• What needs to be done: Repeat each record below exactly, dropping the pictures.

Stored items

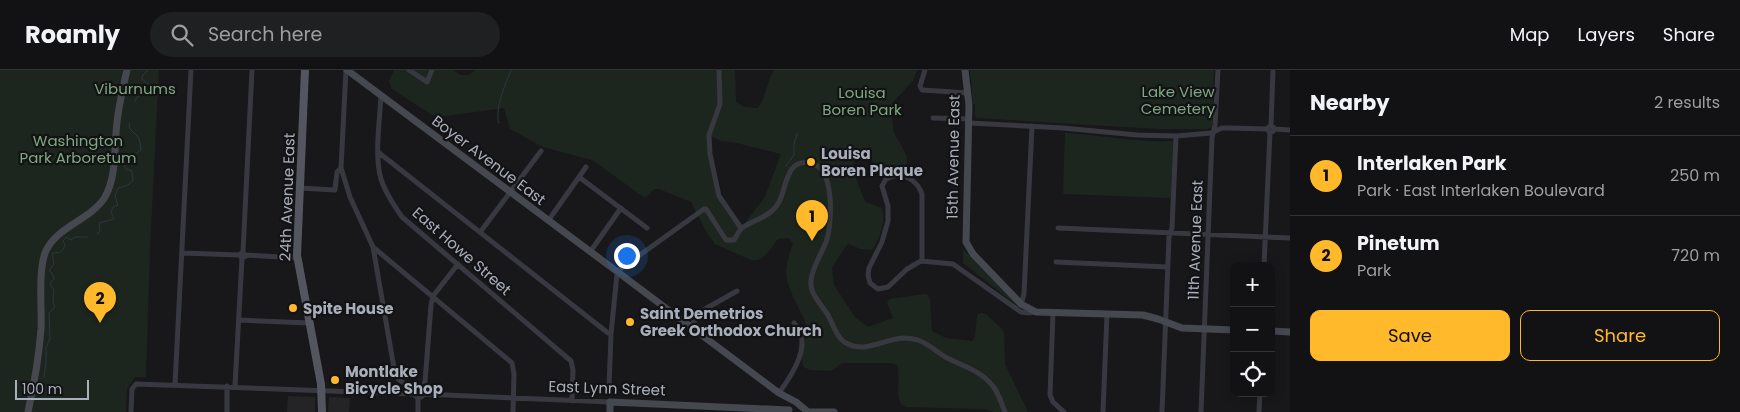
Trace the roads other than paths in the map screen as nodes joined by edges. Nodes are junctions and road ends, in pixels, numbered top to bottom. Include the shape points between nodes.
1 (127, 70) edge
2 (191, 70) edge
3 (252, 70) edge
4 (306, 70) edge
5 (347, 70) edge
6 (409, 70) edge
7 (432, 70) edge
8 (719, 70) edge
9 (924, 70) edge
10 (965, 70) edge
11 (1218, 70) edge
12 (1273, 70) edge
13 (968, 93) junction
14 (381, 96) junction
15 (933, 118) dead end
16 (969, 121) junction
17 (1032, 126) junction
18 (1271, 129) junction
19 (1290, 130) edge
20 (1214, 132) junction
21 (1176, 136) junction
22 (541, 151) dead end
23 (378, 152) junction
24 (586, 167) dead end
25 (341, 168) junction
26 (579, 177) junction
27 (300, 188) junction
28 (510, 193) junction
29 (620, 208) junction
30 (548, 221) junction
31 (647, 228) dead end
32 (741, 228) junction
33 (1058, 228) dead end
34 (481, 231) junction
35 (1170, 233) junction
36 (1208, 234) junction
37 (1266, 237) junction
38 (1290, 238) edge
39 (373, 247) junction
40 (590, 252) junction
41 (182, 253) junction
42 (242, 255) junction
43 (297, 258) junction
44 (921, 261) junction
45 (1056, 262) dead end
46 (1264, 262) edge
47 (458, 264) junction
48 (1168, 267) junction
49 (617, 272) junction
50 (737, 291) dead end
51 (433, 296) junction
52 (1021, 304) junction
53 (1036, 312) junction
54 (1053, 313) junction
55 (1108, 314) junction
56 (239, 320) junction
57 (1165, 322) junction
58 (309, 323) junction
59 (794, 323) dead end
60 (690, 326) junction
61 (1204, 329) junction
62 (1230, 330) edge
63 (1275, 331) edge
64 (1290, 332) edge
65 (611, 334) junction
66 (175, 385) junction
67 (227, 386) junction
68 (235, 386) junction
69 (609, 388) dead end
70 (322, 390) junction
71 (419, 393) junction
72 (779, 393) junction
73 (1260, 397) edge
74 (513, 398) junction
75 (572, 400) junction
76 (610, 402) junction
77 (794, 402) junction
78 (704, 409) edge
79 (790, 410) edge
80 (1063, 411) edge
81 (28, 412) edge
82 (132, 412) edge
83 (227, 412) edge
84 (322, 412) edge
85 (418, 412) edge
86 (513, 412) edge
87 (610, 412) edge
88 (808, 412) edge
89 (834, 412) edge
90 (1005, 412) edge
91 (1103, 412) edge
92 (1162, 412) edge
93 (1200, 412) edge
94 (1259, 412) edge

1 - 81 street via 108,191 95,210 62,231 47,249 38,363
2 - 41 street
3 - 42 street
4 - 27 main road, 24th Avenue East
5 - 14 street, Boyer Avenue East
5 - 25 street
6 - 7 street via 427,82
8 - 32 street via 720,104 709,135 710,154 719,196
9 - 13 street via 922,90
10 - 13 street, 15th Avenue East
11 - 20 street, 11th Avenue East
12 - 18 street
13 - 16 street, 15th Avenue East
14 - 23 street, East Howe Street
14 - 28 street, Boyer Avenue East
15 - 16 street
16 - 17 street
16 - 52 street, 15th Avenue East via 967,245
17 - 21 street
17 - 52 street
18 - 19 street
18 - 20 street via 1222,128
18 - 37 street
20 - 21 street
20 - 36 street, 11th Avenue East
21 - 35 street
22 - 28 street
23 - 34 street
23 - 47 street, East Howe Street via 381,179 402,217
24 - 26 street
25 - 27 street via 337,172 335,190
25 - 39 street via 350,197
26 - 29 street
26 - 30 street
27 - 43 main road, 24th Avenue East
28 - 30 street, Boyer Avenue East
28 - 34 street
29 - 31 street
29 - 40 street
30 - 40 street, Boyer Avenue East
32 - 49 street via 734,240 726,240 706,209
32 - 90 street via 763,218 776,207 786,177 793,169 806,163 817,165 829,190 830,217 828,236 812,274 811,286 840,337 847,344 859,347 903,338 923,342 984,376 996,391
33 - 35 street
34 - 65 street
35 - 36 street
35 - 48 street
36 - 37 street
36 - 61 street, 11th Avenue East
37 - 38 street
37 - 46 street
39 - 51 street
39 - 71 street via 394,368 399,380
40 - 49 street, Boyer Avenue East
41 - 42 street
41 - 66 street
42 - 43 street
42 - 56 street
43 - 58 main road, 24th Avenue East
44 - 44 street via 922,194 912,179 893,176 882,186 888,206 888,221 869,268 869,280 875,288 883,289
44 - 53 street via 953,264 1022,312
45 - 48 street
47 - 51 street
47 - 75 street, East Howe Street via 571,361
48 - 57 street
49 - 60 street, Boyer Avenue East
49 - 65 street
50 - 60 street via 705,309
51 - 71 street via 425,382
51 - 74 street via 512,363
52 - 53 street
53 - 54 street
54 - 55 street
54 - 80 street via 1050,395
55 - 57 street via 1143,315
55 - 91 street
56 - 58 street
56 - 68 street
57 - 61 street via 1182,328
57 - 92 street
58 - 70 main road, 24th Avenue East
59 - 72 street via 799,327 802,338 800,351 791,376
60 - 72 street, Boyer Avenue East
61 - 62 street
61 - 93 street, 11th Avenue East
63 - 64 street
65 - 69 street
66 - 67 street, East Lynn Street
66 - 82 street, East Lynn Street via 136,384 132,389
67 - 68 street, East Lynn Street
67 - 83 street
68 - 70 street, East Lynn Street
70 - 71 street, East Lynn Street
70 - 84 main road, 24th Avenue East
71 - 74 street, East Lynn Street
71 - 85 street
72 - 77 street, Boyer Avenue East
72 - 79 street, Boyer Avenue East
73 - 94 street
74 - 75 street, East Lynn Street
74 - 86 street
75 - 76 street, East Lynn Street
76 - 78 street, East Lynn Street
76 - 87 street
77 - 79 street via 789,404
77 - 88 street, Boyer Avenue East
78 - 79 street, East Lynn Street
88 - 89 street

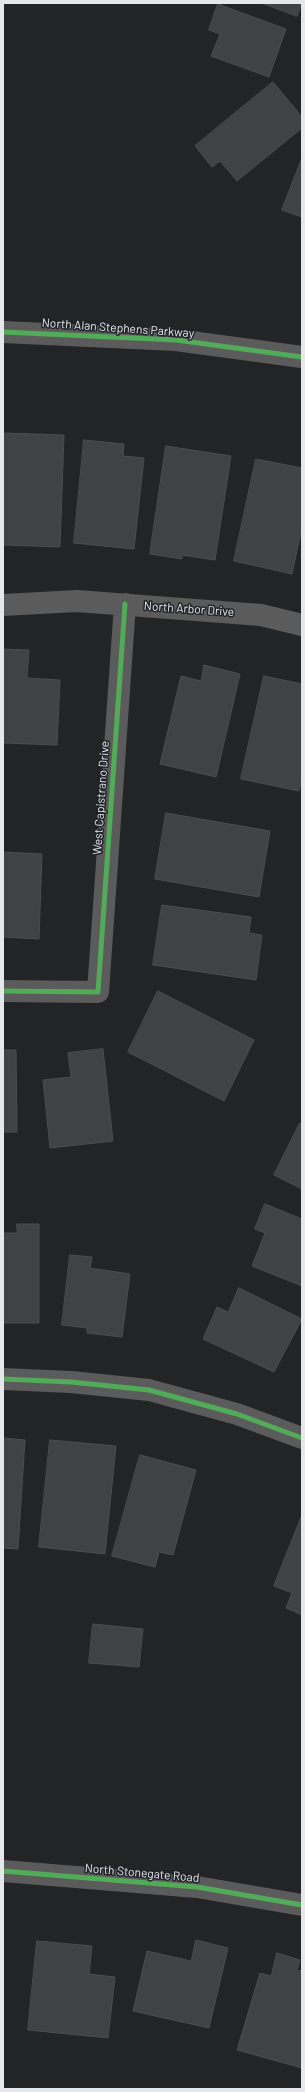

• Response below:
Trace the roads other than paths in the map screen as nodes joined by edges. Nodes are junctions and road ends, in pixels, numbered top to bottom. Include the shape points between nodes.
1 (127, 70) edge
2 (191, 70) edge
3 (252, 70) edge
4 (306, 70) edge
5 (347, 70) edge
6 (409, 70) edge
7 (432, 70) edge
8 (719, 70) edge
9 (924, 70) edge
10 (965, 70) edge
11 (1218, 70) edge
12 (1273, 70) edge
13 (968, 93) junction
14 (381, 96) junction
15 (933, 118) dead end
16 (969, 121) junction
17 (1032, 126) junction
18 (1271, 129) junction
19 (1290, 130) edge
20 (1214, 132) junction
21 (1176, 136) junction
22 (541, 151) dead end
23 (378, 152) junction
24 (586, 167) dead end
25 (341, 168) junction
26 (579, 177) junction
27 (300, 188) junction
28 (510, 193) junction
29 (620, 208) junction
30 (548, 221) junction
31 (647, 228) dead end
32 (741, 228) junction
33 (1058, 228) dead end
34 (481, 231) junction
35 (1170, 233) junction
36 (1208, 234) junction
37 (1266, 237) junction
38 (1290, 238) edge
39 (373, 247) junction
40 (590, 252) junction
41 (182, 253) junction
42 (242, 255) junction
43 (297, 258) junction
44 (921, 261) junction
45 (1056, 262) dead end
46 (1264, 262) edge
47 (458, 264) junction
48 (1168, 267) junction
49 (617, 272) junction
50 (737, 291) dead end
51 (433, 296) junction
52 (1021, 304) junction
53 (1036, 312) junction
54 (1053, 313) junction
55 (1108, 314) junction
56 (239, 320) junction
57 (1165, 322) junction
58 (309, 323) junction
59 (794, 323) dead end
60 (690, 326) junction
61 (1204, 329) junction
62 (1230, 330) edge
63 (1275, 331) edge
64 (1290, 332) edge
65 (611, 334) junction
66 (175, 385) junction
67 (227, 386) junction
68 (235, 386) junction
69 (609, 388) dead end
70 (322, 390) junction
71 (419, 393) junction
72 (779, 393) junction
73 (1260, 397) edge
74 (513, 398) junction
75 (572, 400) junction
76 (610, 402) junction
77 (794, 402) junction
78 (704, 409) edge
79 (790, 410) edge
80 (1063, 411) edge
81 (28, 412) edge
82 (132, 412) edge
83 (227, 412) edge
84 (322, 412) edge
85 (418, 412) edge
86 (513, 412) edge
87 (610, 412) edge
88 (808, 412) edge
89 (834, 412) edge
90 (1005, 412) edge
91 (1103, 412) edge
92 (1162, 412) edge
93 (1200, 412) edge
94 (1259, 412) edge

1 - 81 street via 108,191 95,210 62,231 47,249 38,363
2 - 41 street
3 - 42 street
4 - 27 main road, 24th Avenue East
5 - 14 street, Boyer Avenue East
5 - 25 street
6 - 7 street via 427,82
8 - 32 street via 720,104 709,135 710,154 719,196
9 - 13 street via 922,90
10 - 13 street, 15th Avenue East
11 - 20 street, 11th Avenue East
12 - 18 street
13 - 16 street, 15th Avenue East
14 - 23 street, East Howe Street
14 - 28 street, Boyer Avenue East
15 - 16 street
16 - 17 street
16 - 52 street, 15th Avenue East via 967,245
17 - 21 street
17 - 52 street
18 - 19 street
18 - 20 street via 1222,128
18 - 37 street
20 - 21 street
20 - 36 street, 11th Avenue East
21 - 35 street
22 - 28 street
23 - 34 street
23 - 47 street, East Howe Street via 381,179 402,217
24 - 26 street
25 - 27 street via 337,172 335,190
25 - 39 street via 350,197
26 - 29 street
26 - 30 street
27 - 43 main road, 24th Avenue East
28 - 30 street, Boyer Avenue East
28 - 34 street
29 - 31 street
29 - 40 street
30 - 40 street, Boyer Avenue East
32 - 49 street via 734,240 726,240 706,209
32 - 90 street via 763,218 776,207 786,177 793,169 806,163 817,165 829,190 830,217 828,236 812,274 811,286 840,337 847,344 859,347 903,338 923,342 984,376 996,391
33 - 35 street
34 - 65 street
35 - 36 street
35 - 48 street
36 - 37 street
36 - 61 street, 11th Avenue East
37 - 38 street
37 - 46 street
39 - 51 street
39 - 71 street via 394,368 399,380
40 - 49 street, Boyer Avenue East
41 - 42 street
41 - 66 street
42 - 43 street
42 - 56 street
43 - 58 main road, 24th Avenue East
44 - 44 street via 922,194 912,179 893,176 882,186 888,206 888,221 869,268 869,280 875,288 883,289
44 - 53 street via 953,264 1022,312
45 - 48 street
47 - 51 street
47 - 75 street, East Howe Street via 571,361
48 - 57 street
49 - 60 street, Boyer Avenue East
49 - 65 street
50 - 60 street via 705,309
51 - 71 street via 425,382
51 - 74 street via 512,363
52 - 53 street
53 - 54 street
54 - 55 street
54 - 80 street via 1050,395
55 - 57 street via 1143,315
55 - 91 street
56 - 58 street
56 - 68 street
57 - 61 street via 1182,328
57 - 92 street
58 - 70 main road, 24th Avenue East
59 - 72 street via 799,327 802,338 800,351 791,376
60 - 72 street, Boyer Avenue East
61 - 62 street
61 - 93 street, 11th Avenue East
63 - 64 street
65 - 69 street
66 - 67 street, East Lynn Street
66 - 82 street, East Lynn Street via 136,384 132,389
67 - 68 street, East Lynn Street
67 - 83 street
68 - 70 street, East Lynn Street
70 - 71 street, East Lynn Street
70 - 84 main road, 24th Avenue East
71 - 74 street, East Lynn Street
71 - 85 street
72 - 77 street, Boyer Avenue East
72 - 79 street, Boyer Avenue East
73 - 94 street
74 - 75 street, East Lynn Street
74 - 86 street
75 - 76 street, East Lynn Street
76 - 78 street, East Lynn Street
76 - 87 street
77 - 79 street via 789,404
77 - 88 street, Boyer Avenue East
78 - 79 street, East Lynn Street
88 - 89 street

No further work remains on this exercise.